Nine staffers at the St. Louis Post-Dispatch are accepting severance packages from the newspaper, effectively saving the jobs of four employees who would have been laid off.
That’s the word from The Riverfront Times, an alt-weekly in St. Louis, which last evening reported that the employees leaving the paper include popular columnist Bill McClellan, five reporters, two editors and a paginator. Among the reporters leaving is Virginia Young, a longtime statehouse reporter who recently broke a controversial story that named a woman who asked police to investigate whether she’d been sexually assaulted.

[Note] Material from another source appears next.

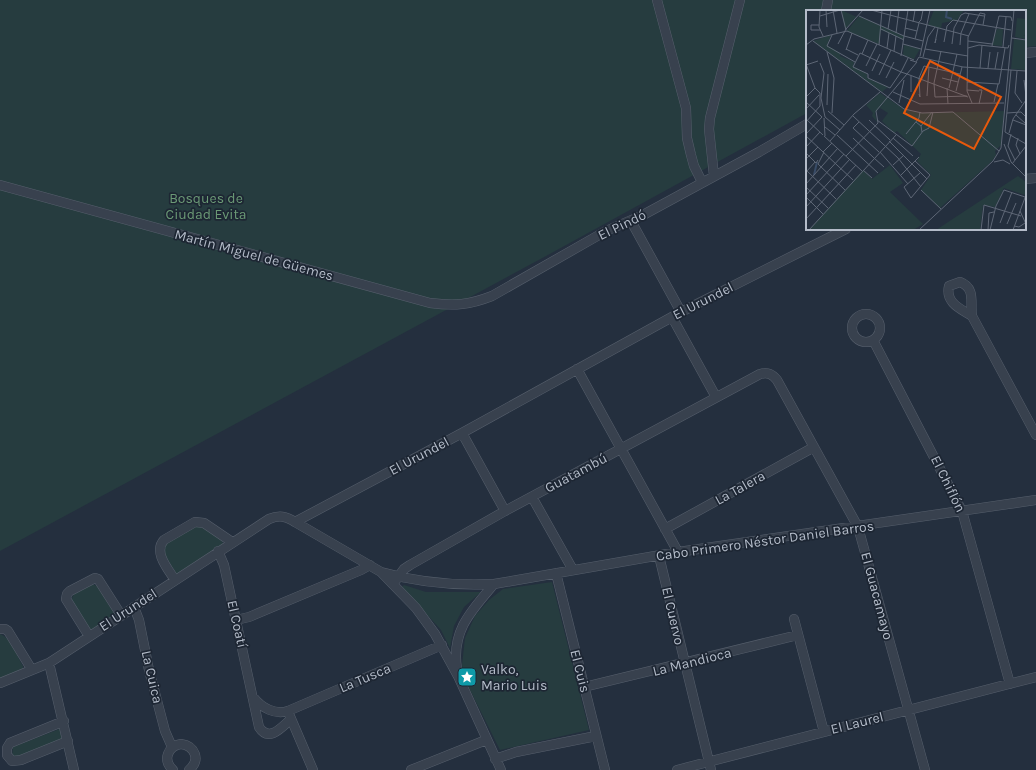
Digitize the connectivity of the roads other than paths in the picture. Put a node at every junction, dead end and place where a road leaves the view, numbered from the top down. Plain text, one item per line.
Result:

The resignations came at the end of a months-long negotiation process, according to a statement from the United Media Guild, a union representing the Post-Dispatch newsroom employees. Earlier in the year, managers at the newspaper vacillated about whether they would lay off employees or offer long-term employees buyouts. After some back-and-forth, the newspaper first announced it was laying off four employees, but ultimately agreed to take nine volunteers and grant them severance.
McClellan will continue to write one column per week, according to the United Media Guild.
The St. Louis Post-Dispatch is owned by Lee Enterprises, which filed for bankruptcy in 2011 after an unsuccessful debt renegotiation. The next month, a judge approved a bankruptcy exit plan for the company, which owns 47 other dailies. Earlier this year, the newspaper chain announced it was paying off a portion of its debt early, a move attributed by CEO Mary Junck to “strong performance and cash flows.”
The Post-Dispatch won the Pulitzer Prize this year for breaking news photography.